EXERCISE REQUIREMENTS: Below is some data; print it all back exactly.

Source data
· · · · · · ·

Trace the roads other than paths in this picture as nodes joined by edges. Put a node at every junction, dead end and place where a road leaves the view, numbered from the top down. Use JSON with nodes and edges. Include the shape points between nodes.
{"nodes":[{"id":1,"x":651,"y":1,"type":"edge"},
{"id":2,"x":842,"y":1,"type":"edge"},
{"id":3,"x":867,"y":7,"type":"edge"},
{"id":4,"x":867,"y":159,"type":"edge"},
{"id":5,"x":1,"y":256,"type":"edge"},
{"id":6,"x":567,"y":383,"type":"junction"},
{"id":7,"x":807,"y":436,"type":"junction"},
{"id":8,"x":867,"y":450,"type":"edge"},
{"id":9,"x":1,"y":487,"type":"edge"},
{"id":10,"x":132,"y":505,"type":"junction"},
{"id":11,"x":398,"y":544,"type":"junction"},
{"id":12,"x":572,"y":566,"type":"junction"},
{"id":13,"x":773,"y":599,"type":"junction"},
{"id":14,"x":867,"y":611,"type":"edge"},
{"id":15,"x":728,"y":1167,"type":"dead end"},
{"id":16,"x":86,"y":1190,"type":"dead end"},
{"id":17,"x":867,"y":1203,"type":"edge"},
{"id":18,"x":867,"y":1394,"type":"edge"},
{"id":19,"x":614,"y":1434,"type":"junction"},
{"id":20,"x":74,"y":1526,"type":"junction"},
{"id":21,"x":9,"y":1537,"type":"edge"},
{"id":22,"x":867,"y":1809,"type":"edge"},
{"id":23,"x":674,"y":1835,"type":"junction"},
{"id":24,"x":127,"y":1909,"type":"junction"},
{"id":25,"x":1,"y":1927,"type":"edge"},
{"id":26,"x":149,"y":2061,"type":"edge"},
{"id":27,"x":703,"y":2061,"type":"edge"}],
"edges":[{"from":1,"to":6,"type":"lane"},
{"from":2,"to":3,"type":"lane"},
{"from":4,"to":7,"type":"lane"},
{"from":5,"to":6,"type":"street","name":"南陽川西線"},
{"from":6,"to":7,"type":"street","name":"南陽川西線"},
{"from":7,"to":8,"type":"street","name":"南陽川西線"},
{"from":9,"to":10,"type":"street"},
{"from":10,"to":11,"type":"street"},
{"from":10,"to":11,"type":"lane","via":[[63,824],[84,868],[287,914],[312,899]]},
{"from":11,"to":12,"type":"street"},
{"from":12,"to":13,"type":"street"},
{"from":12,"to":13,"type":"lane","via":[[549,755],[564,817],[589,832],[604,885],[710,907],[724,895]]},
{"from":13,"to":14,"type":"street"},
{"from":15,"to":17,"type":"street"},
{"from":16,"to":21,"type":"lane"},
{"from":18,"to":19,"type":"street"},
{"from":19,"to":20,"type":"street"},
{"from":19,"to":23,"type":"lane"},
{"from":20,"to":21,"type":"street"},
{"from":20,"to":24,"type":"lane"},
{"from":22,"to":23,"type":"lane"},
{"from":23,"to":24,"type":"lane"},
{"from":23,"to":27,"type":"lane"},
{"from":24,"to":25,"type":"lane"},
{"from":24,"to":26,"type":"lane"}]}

· · · · · · ·

WORKED SOLUTION:
Trace the roads other than paths in this picture as nodes joined by edges. Put a node at every junction, dead end and place where a road leaves the view, numbered from the top down. Use JSON with nodes and edges. Include the shape points between nodes.
{"nodes":[{"id":1,"x":651,"y":1,"type":"edge"},
{"id":2,"x":842,"y":1,"type":"edge"},
{"id":3,"x":867,"y":7,"type":"edge"},
{"id":4,"x":867,"y":159,"type":"edge"},
{"id":5,"x":1,"y":256,"type":"edge"},
{"id":6,"x":567,"y":383,"type":"junction"},
{"id":7,"x":807,"y":436,"type":"junction"},
{"id":8,"x":867,"y":450,"type":"edge"},
{"id":9,"x":1,"y":487,"type":"edge"},
{"id":10,"x":132,"y":505,"type":"junction"},
{"id":11,"x":398,"y":544,"type":"junction"},
{"id":12,"x":572,"y":566,"type":"junction"},
{"id":13,"x":773,"y":599,"type":"junction"},
{"id":14,"x":867,"y":611,"type":"edge"},
{"id":15,"x":728,"y":1167,"type":"dead end"},
{"id":16,"x":86,"y":1190,"type":"dead end"},
{"id":17,"x":867,"y":1203,"type":"edge"},
{"id":18,"x":867,"y":1394,"type":"edge"},
{"id":19,"x":614,"y":1434,"type":"junction"},
{"id":20,"x":74,"y":1526,"type":"junction"},
{"id":21,"x":9,"y":1537,"type":"edge"},
{"id":22,"x":867,"y":1809,"type":"edge"},
{"id":23,"x":674,"y":1835,"type":"junction"},
{"id":24,"x":127,"y":1909,"type":"junction"},
{"id":25,"x":1,"y":1927,"type":"edge"},
{"id":26,"x":149,"y":2061,"type":"edge"},
{"id":27,"x":703,"y":2061,"type":"edge"}],
"edges":[{"from":1,"to":6,"type":"lane"},
{"from":2,"to":3,"type":"lane"},
{"from":4,"to":7,"type":"lane"},
{"from":5,"to":6,"type":"street","name":"南陽川西線"},
{"from":6,"to":7,"type":"street","name":"南陽川西線"},
{"from":7,"to":8,"type":"street","name":"南陽川西線"},
{"from":9,"to":10,"type":"street"},
{"from":10,"to":11,"type":"street"},
{"from":10,"to":11,"type":"lane","via":[[63,824],[84,868],[287,914],[312,899]]},
{"from":11,"to":12,"type":"street"},
{"from":12,"to":13,"type":"street"},
{"from":12,"to":13,"type":"lane","via":[[549,755],[564,817],[589,832],[604,885],[710,907],[724,895]]},
{"from":13,"to":14,"type":"street"},
{"from":15,"to":17,"type":"street"},
{"from":16,"to":21,"type":"lane"},
{"from":18,"to":19,"type":"street"},
{"from":19,"to":20,"type":"street"},
{"from":19,"to":23,"type":"lane"},
{"from":20,"to":21,"type":"street"},
{"from":20,"to":24,"type":"lane"},
{"from":22,"to":23,"type":"lane"},
{"from":23,"to":24,"type":"lane"},
{"from":23,"to":27,"type":"lane"},
{"from":24,"to":25,"type":"lane"},
{"from":24,"to":26,"type":"lane"}]}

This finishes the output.